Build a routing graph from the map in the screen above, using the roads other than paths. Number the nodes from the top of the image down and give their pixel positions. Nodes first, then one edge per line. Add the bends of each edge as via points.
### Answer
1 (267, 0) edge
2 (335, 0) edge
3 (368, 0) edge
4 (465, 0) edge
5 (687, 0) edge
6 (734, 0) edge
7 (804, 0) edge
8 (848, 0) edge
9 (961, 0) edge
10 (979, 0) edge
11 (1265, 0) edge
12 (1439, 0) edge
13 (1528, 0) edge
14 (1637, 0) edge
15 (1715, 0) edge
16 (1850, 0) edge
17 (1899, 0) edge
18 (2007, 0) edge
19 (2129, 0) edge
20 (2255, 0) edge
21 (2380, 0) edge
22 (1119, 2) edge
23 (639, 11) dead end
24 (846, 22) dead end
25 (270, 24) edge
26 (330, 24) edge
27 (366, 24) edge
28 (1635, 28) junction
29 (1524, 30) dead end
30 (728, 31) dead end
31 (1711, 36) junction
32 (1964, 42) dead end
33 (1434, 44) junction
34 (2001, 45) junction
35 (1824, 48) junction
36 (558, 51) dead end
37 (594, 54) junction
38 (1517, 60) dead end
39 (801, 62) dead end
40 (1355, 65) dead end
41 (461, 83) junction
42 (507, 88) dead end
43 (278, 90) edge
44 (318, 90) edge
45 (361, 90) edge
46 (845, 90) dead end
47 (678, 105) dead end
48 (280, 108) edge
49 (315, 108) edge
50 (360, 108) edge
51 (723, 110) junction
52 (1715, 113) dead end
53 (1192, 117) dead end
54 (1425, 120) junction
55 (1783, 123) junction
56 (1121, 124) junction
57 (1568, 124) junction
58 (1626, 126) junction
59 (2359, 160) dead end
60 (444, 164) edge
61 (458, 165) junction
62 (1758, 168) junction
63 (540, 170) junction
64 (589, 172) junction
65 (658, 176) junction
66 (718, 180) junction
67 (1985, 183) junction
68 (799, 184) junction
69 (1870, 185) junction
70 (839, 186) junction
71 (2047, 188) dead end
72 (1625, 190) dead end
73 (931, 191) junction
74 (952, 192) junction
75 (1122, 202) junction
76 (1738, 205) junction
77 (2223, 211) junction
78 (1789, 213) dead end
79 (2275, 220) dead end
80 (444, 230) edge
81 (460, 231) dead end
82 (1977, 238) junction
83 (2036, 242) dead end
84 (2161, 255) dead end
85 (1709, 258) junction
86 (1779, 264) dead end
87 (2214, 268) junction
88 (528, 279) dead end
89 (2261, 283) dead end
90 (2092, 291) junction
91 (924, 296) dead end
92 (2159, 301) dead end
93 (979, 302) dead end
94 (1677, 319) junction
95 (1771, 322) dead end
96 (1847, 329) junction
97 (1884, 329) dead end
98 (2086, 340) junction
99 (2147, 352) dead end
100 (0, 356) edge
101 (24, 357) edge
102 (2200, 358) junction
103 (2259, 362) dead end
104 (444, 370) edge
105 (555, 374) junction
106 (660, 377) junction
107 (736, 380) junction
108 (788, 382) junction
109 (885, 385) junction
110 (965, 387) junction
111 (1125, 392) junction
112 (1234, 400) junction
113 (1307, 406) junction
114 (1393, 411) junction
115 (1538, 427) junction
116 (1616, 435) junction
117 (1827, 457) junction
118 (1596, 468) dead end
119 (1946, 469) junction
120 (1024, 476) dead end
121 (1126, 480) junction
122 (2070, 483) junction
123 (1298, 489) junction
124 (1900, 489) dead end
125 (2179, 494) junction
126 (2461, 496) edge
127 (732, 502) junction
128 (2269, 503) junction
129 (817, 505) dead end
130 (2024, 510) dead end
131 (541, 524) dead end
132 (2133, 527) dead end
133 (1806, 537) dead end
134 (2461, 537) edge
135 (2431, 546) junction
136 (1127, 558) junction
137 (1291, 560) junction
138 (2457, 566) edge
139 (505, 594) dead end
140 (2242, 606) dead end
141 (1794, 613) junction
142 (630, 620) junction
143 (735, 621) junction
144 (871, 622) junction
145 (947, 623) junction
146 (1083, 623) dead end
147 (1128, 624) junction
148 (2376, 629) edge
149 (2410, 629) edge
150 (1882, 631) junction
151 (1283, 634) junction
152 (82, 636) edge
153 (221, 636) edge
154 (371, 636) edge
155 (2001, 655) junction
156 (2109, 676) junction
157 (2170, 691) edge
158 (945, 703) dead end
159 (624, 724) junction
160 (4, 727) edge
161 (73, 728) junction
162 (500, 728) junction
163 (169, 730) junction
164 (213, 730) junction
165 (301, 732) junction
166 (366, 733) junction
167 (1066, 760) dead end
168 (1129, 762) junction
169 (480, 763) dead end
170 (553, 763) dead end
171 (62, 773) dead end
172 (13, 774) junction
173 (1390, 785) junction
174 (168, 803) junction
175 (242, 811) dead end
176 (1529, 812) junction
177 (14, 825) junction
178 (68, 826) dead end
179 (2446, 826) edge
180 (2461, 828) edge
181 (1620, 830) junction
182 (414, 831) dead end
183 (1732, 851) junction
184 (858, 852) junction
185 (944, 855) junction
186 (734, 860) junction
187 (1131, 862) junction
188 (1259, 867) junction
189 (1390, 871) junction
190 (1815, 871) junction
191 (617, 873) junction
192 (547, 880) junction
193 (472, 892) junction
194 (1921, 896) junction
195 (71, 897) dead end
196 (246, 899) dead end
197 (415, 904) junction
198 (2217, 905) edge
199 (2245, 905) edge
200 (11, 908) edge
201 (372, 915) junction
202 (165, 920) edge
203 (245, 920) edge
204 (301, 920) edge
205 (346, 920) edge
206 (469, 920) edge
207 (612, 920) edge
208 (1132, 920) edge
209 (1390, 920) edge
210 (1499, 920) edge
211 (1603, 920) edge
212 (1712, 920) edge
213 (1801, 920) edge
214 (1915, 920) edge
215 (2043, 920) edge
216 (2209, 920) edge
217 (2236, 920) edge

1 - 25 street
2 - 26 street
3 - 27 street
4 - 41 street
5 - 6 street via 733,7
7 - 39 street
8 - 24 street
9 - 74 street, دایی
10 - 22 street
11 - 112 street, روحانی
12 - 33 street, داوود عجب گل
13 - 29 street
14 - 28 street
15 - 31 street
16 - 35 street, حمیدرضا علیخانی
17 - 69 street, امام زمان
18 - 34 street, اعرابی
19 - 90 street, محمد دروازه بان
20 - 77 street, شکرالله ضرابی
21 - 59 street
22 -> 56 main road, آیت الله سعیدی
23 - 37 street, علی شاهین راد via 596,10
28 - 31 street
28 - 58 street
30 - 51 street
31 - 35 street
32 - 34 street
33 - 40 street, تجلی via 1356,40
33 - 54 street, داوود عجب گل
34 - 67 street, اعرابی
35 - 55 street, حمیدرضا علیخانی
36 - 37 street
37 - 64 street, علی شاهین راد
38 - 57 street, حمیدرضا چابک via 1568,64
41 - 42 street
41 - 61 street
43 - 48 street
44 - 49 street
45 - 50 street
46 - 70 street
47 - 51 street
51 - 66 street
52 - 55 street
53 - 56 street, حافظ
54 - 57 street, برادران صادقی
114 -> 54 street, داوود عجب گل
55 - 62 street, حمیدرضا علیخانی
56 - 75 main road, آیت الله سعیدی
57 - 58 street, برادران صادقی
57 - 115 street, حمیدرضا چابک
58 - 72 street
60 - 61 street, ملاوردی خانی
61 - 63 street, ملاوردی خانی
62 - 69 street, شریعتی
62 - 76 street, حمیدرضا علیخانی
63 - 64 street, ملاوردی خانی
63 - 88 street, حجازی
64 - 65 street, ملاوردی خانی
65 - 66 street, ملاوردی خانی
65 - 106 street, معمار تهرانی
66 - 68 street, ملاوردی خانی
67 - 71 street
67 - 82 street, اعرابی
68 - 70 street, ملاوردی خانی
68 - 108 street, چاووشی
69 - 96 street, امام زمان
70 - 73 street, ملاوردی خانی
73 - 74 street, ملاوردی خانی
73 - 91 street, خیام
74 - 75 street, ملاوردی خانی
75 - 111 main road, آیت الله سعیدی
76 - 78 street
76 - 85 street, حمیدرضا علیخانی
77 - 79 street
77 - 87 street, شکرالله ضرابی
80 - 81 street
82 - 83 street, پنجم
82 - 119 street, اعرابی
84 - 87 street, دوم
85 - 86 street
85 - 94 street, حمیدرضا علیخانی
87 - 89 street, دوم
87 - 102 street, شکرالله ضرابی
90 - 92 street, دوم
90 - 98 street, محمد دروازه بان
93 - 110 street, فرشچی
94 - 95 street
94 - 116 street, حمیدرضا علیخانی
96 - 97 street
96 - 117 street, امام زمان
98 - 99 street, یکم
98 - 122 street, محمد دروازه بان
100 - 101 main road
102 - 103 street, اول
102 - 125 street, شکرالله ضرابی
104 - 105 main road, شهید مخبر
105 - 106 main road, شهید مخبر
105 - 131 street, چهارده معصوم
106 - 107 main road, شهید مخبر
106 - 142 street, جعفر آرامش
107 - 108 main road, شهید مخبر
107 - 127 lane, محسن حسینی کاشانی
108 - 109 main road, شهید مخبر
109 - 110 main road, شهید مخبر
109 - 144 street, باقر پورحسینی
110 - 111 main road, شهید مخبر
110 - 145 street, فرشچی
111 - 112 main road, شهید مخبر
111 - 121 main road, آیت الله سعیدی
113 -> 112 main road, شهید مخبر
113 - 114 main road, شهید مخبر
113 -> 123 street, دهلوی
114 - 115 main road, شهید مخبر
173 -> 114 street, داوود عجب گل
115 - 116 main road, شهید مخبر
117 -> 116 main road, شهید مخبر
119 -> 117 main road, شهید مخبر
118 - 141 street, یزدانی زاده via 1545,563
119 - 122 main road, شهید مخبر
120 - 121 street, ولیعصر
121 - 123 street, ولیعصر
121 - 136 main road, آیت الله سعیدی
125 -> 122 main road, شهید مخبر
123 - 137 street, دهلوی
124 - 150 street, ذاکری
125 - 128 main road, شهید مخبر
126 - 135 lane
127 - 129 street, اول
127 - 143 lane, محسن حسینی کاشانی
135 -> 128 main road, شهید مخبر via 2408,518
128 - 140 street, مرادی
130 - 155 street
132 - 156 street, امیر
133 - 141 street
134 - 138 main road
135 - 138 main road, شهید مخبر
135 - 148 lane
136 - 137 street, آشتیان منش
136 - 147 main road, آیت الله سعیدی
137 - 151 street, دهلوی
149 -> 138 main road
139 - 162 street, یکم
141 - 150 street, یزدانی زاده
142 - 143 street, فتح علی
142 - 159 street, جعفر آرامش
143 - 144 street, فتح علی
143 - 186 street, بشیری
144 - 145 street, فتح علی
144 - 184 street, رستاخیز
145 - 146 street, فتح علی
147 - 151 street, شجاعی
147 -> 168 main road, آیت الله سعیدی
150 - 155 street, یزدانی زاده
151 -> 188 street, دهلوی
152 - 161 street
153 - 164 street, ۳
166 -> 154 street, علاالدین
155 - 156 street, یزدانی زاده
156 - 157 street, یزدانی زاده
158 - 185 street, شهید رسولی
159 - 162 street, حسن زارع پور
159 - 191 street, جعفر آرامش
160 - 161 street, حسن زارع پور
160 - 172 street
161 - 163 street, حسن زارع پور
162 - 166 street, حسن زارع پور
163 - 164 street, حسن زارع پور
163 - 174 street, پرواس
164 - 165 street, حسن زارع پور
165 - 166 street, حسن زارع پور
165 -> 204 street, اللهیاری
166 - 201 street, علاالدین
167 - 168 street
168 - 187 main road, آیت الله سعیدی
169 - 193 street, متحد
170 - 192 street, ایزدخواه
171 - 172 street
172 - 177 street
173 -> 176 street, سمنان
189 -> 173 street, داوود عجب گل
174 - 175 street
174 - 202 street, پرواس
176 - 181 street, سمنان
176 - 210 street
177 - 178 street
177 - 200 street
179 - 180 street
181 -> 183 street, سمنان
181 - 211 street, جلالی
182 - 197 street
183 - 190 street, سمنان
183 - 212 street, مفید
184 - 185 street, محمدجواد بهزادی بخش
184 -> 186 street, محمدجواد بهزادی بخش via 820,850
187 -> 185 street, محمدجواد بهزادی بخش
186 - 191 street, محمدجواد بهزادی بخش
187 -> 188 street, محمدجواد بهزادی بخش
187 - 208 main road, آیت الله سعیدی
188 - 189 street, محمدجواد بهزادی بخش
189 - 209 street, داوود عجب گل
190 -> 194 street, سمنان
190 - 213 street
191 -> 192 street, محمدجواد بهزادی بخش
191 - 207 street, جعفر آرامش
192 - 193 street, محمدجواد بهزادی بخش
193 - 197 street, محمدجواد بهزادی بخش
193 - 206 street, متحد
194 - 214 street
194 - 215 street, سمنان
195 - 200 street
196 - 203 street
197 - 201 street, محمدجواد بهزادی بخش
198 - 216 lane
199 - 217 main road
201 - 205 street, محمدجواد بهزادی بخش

Instructions for the task => Scan the material above for lines holding the string "علاالدین" and copy those lines.

Answer below =>
166 -> 154 street, علاالدین
166 - 201 street, علاالدین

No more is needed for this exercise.